• _Work required_: Please give back the listing below word for word, without the images.

• _Information_:
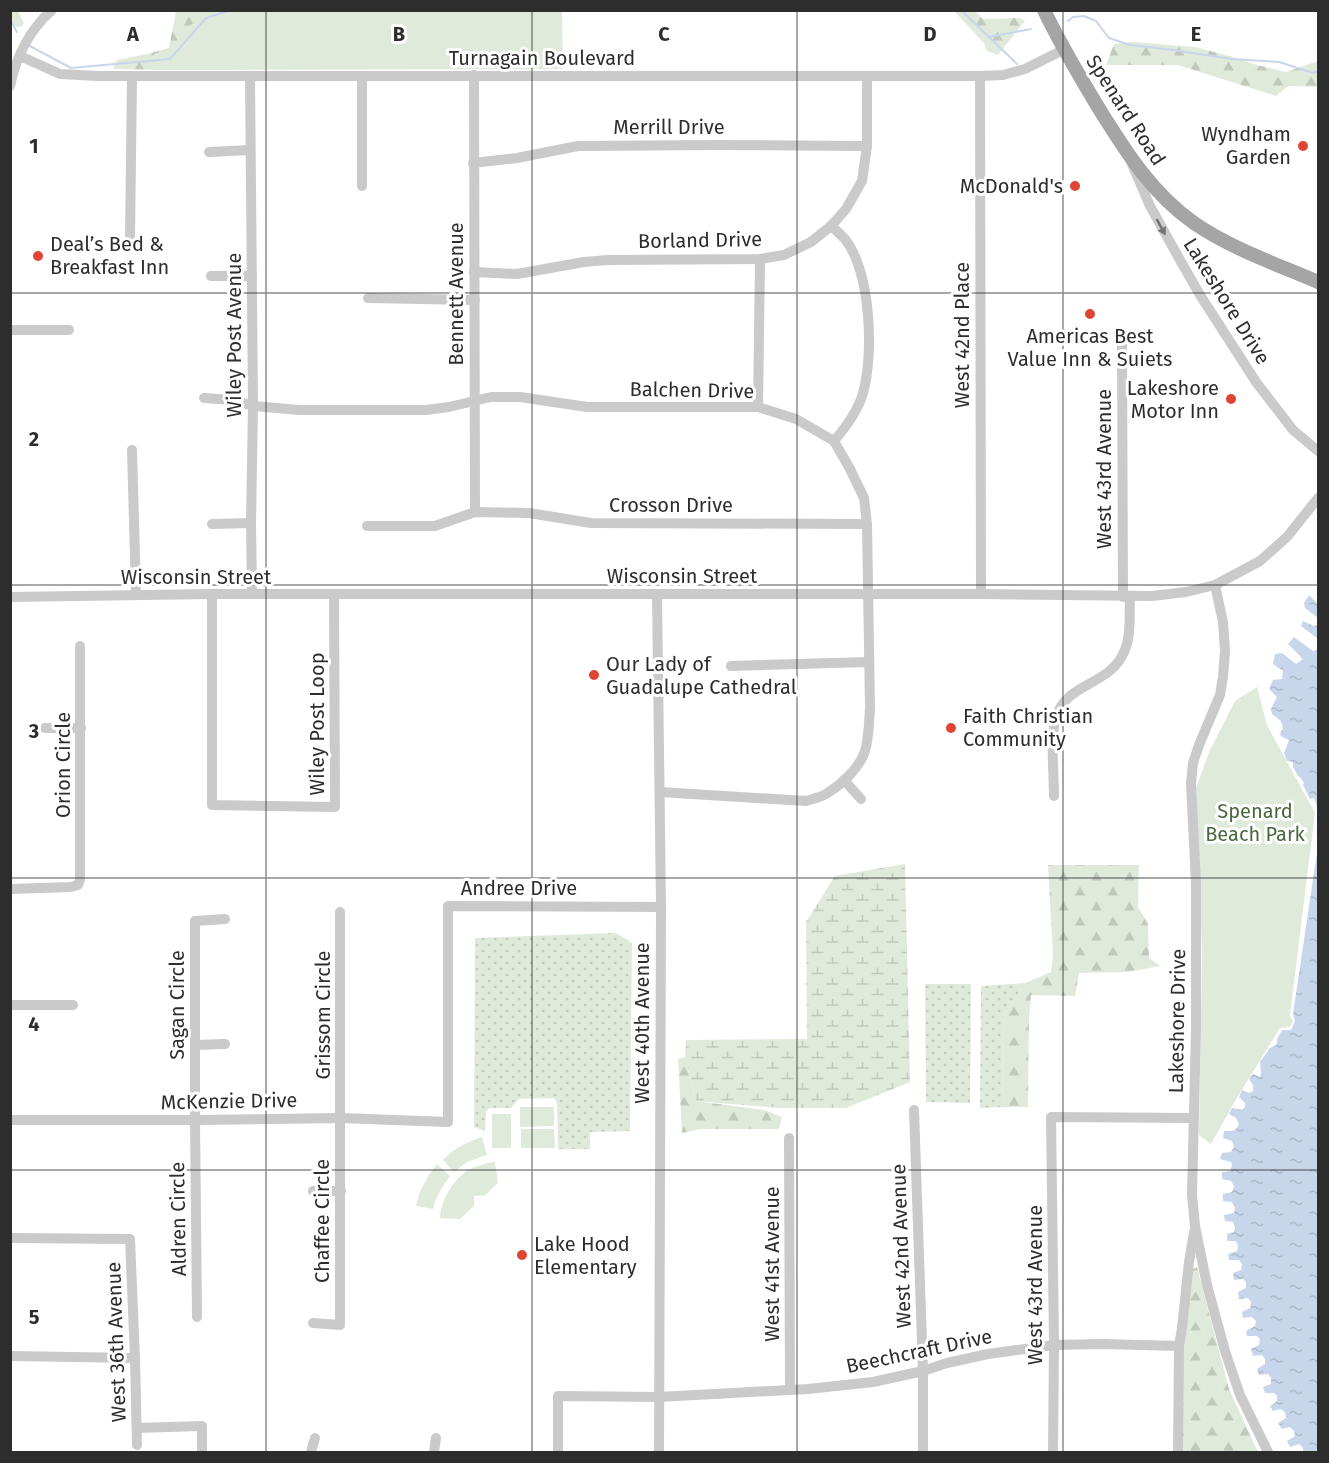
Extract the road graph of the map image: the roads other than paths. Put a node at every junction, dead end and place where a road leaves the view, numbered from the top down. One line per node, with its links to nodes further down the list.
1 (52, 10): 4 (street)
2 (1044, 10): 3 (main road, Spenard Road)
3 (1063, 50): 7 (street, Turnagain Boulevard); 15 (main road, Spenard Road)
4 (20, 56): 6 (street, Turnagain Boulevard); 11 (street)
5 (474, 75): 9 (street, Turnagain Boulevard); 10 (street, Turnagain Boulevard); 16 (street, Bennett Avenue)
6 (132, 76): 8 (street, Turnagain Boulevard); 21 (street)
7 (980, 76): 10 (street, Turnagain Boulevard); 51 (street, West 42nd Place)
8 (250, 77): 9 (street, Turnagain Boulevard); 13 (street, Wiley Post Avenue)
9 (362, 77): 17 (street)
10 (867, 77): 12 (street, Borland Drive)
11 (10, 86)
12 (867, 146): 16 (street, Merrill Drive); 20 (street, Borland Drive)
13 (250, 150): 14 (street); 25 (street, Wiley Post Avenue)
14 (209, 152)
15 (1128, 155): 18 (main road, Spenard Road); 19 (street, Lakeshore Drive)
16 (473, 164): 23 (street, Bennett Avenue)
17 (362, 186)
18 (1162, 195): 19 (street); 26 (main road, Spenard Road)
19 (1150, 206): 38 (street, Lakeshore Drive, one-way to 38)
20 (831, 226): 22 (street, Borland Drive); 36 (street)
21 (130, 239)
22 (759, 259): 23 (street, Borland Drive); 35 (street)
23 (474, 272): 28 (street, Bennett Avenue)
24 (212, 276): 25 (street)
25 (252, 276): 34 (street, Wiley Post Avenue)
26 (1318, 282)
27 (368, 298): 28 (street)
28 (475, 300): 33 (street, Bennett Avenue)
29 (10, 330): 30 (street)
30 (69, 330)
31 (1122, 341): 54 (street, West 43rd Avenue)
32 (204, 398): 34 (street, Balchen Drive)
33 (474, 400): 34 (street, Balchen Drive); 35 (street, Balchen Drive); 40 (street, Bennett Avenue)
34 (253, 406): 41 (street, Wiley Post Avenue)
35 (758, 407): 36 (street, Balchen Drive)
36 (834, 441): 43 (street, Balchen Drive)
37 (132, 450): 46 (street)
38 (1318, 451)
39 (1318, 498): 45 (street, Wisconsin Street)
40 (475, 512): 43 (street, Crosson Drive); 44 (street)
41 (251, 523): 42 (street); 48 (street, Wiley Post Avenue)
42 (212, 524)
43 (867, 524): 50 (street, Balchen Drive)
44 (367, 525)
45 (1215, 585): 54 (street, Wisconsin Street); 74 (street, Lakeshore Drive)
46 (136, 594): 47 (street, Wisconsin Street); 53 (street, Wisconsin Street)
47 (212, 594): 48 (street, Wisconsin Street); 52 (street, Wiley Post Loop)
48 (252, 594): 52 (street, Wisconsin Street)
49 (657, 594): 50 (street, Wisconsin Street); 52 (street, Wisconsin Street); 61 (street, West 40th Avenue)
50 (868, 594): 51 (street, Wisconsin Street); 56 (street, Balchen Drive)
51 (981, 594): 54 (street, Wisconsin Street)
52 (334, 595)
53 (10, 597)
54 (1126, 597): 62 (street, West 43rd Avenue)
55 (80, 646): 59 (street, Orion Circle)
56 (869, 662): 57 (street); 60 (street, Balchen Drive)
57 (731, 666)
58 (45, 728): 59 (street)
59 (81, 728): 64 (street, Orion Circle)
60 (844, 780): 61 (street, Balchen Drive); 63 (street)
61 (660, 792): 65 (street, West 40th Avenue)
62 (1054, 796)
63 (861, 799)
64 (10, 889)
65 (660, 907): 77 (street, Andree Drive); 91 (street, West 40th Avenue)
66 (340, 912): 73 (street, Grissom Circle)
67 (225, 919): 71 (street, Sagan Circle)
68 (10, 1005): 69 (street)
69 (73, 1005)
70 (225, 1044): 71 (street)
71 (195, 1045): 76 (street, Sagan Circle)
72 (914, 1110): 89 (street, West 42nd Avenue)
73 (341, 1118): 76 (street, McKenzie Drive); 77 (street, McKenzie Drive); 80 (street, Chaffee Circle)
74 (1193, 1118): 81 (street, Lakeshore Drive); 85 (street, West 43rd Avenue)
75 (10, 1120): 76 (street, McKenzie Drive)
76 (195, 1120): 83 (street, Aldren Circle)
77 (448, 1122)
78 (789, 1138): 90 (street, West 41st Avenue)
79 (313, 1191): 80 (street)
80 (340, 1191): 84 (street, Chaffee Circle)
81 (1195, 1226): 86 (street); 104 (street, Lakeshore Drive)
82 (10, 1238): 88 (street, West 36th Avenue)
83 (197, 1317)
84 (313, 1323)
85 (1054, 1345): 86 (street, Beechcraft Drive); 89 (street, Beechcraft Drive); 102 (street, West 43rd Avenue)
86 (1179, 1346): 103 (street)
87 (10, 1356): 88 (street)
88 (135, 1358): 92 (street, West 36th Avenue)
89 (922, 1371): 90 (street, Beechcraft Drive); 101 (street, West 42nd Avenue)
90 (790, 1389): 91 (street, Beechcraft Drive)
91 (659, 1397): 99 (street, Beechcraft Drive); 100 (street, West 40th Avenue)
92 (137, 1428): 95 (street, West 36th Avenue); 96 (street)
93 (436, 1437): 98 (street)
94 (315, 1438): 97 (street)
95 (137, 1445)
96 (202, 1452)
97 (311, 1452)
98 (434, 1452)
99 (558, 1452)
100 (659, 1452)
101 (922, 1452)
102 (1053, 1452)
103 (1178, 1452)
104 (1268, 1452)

• _Exercise output_:
Extract the road graph of the map image: the roads other than paths. Put a node at every junction, dead end and place where a road leaves the view, numbered from the top down. One line per node, with its links to nodes further down the list.
1 (52, 10): 4 (street)
2 (1044, 10): 3 (main road, Spenard Road)
3 (1063, 50): 7 (street, Turnagain Boulevard); 15 (main road, Spenard Road)
4 (20, 56): 6 (street, Turnagain Boulevard); 11 (street)
5 (474, 75): 9 (street, Turnagain Boulevard); 10 (street, Turnagain Boulevard); 16 (street, Bennett Avenue)
6 (132, 76): 8 (street, Turnagain Boulevard); 21 (street)
7 (980, 76): 10 (street, Turnagain Boulevard); 51 (street, West 42nd Place)
8 (250, 77): 9 (street, Turnagain Boulevard); 13 (street, Wiley Post Avenue)
9 (362, 77): 17 (street)
10 (867, 77): 12 (street, Borland Drive)
11 (10, 86)
12 (867, 146): 16 (street, Merrill Drive); 20 (street, Borland Drive)
13 (250, 150): 14 (street); 25 (street, Wiley Post Avenue)
14 (209, 152)
15 (1128, 155): 18 (main road, Spenard Road); 19 (street, Lakeshore Drive)
16 (473, 164): 23 (street, Bennett Avenue)
17 (362, 186)
18 (1162, 195): 19 (street); 26 (main road, Spenard Road)
19 (1150, 206): 38 (street, Lakeshore Drive, one-way to 38)
20 (831, 226): 22 (street, Borland Drive); 36 (street)
21 (130, 239)
22 (759, 259): 23 (street, Borland Drive); 35 (street)
23 (474, 272): 28 (street, Bennett Avenue)
24 (212, 276): 25 (street)
25 (252, 276): 34 (street, Wiley Post Avenue)
26 (1318, 282)
27 (368, 298): 28 (street)
28 (475, 300): 33 (street, Bennett Avenue)
29 (10, 330): 30 (street)
30 (69, 330)
31 (1122, 341): 54 (street, West 43rd Avenue)
32 (204, 398): 34 (street, Balchen Drive)
33 (474, 400): 34 (street, Balchen Drive); 35 (street, Balchen Drive); 40 (street, Bennett Avenue)
34 (253, 406): 41 (street, Wiley Post Avenue)
35 (758, 407): 36 (street, Balchen Drive)
36 (834, 441): 43 (street, Balchen Drive)
37 (132, 450): 46 (street)
38 (1318, 451)
39 (1318, 498): 45 (street, Wisconsin Street)
40 (475, 512): 43 (street, Crosson Drive); 44 (street)
41 (251, 523): 42 (street); 48 (street, Wiley Post Avenue)
42 (212, 524)
43 (867, 524): 50 (street, Balchen Drive)
44 (367, 525)
45 (1215, 585): 54 (street, Wisconsin Street); 74 (street, Lakeshore Drive)
46 (136, 594): 47 (street, Wisconsin Street); 53 (street, Wisconsin Street)
47 (212, 594): 48 (street, Wisconsin Street); 52 (street, Wiley Post Loop)
48 (252, 594): 52 (street, Wisconsin Street)
49 (657, 594): 50 (street, Wisconsin Street); 52 (street, Wisconsin Street); 61 (street, West 40th Avenue)
50 (868, 594): 51 (street, Wisconsin Street); 56 (street, Balchen Drive)
51 (981, 594): 54 (street, Wisconsin Street)
52 (334, 595)
53 (10, 597)
54 (1126, 597): 62 (street, West 43rd Avenue)
55 (80, 646): 59 (street, Orion Circle)
56 (869, 662): 57 (street); 60 (street, Balchen Drive)
57 (731, 666)
58 (45, 728): 59 (street)
59 (81, 728): 64 (street, Orion Circle)
60 (844, 780): 61 (street, Balchen Drive); 63 (street)
61 (660, 792): 65 (street, West 40th Avenue)
62 (1054, 796)
63 (861, 799)
64 (10, 889)
65 (660, 907): 77 (street, Andree Drive); 91 (street, West 40th Avenue)
66 (340, 912): 73 (street, Grissom Circle)
67 (225, 919): 71 (street, Sagan Circle)
68 (10, 1005): 69 (street)
69 (73, 1005)
70 (225, 1044): 71 (street)
71 (195, 1045): 76 (street, Sagan Circle)
72 (914, 1110): 89 (street, West 42nd Avenue)
73 (341, 1118): 76 (street, McKenzie Drive); 77 (street, McKenzie Drive); 80 (street, Chaffee Circle)
74 (1193, 1118): 81 (street, Lakeshore Drive); 85 (street, West 43rd Avenue)
75 (10, 1120): 76 (street, McKenzie Drive)
76 (195, 1120): 83 (street, Aldren Circle)
77 (448, 1122)
78 (789, 1138): 90 (street, West 41st Avenue)
79 (313, 1191): 80 (street)
80 (340, 1191): 84 (street, Chaffee Circle)
81 (1195, 1226): 86 (street); 104 (street, Lakeshore Drive)
82 (10, 1238): 88 (street, West 36th Avenue)
83 (197, 1317)
84 (313, 1323)
85 (1054, 1345): 86 (street, Beechcraft Drive); 89 (street, Beechcraft Drive); 102 (street, West 43rd Avenue)
86 (1179, 1346): 103 (street)
87 (10, 1356): 88 (street)
88 (135, 1358): 92 (street, West 36th Avenue)
89 (922, 1371): 90 (street, Beechcraft Drive); 101 (street, West 42nd Avenue)
90 (790, 1389): 91 (street, Beechcraft Drive)
91 (659, 1397): 99 (street, Beechcraft Drive); 100 (street, West 40th Avenue)
92 (137, 1428): 95 (street, West 36th Avenue); 96 (street)
93 (436, 1437): 98 (street)
94 (315, 1438): 97 (street)
95 (137, 1445)
96 (202, 1452)
97 (311, 1452)
98 (434, 1452)
99 (558, 1452)
100 (659, 1452)
101 (922, 1452)
102 (1053, 1452)
103 (1178, 1452)
104 (1268, 1452)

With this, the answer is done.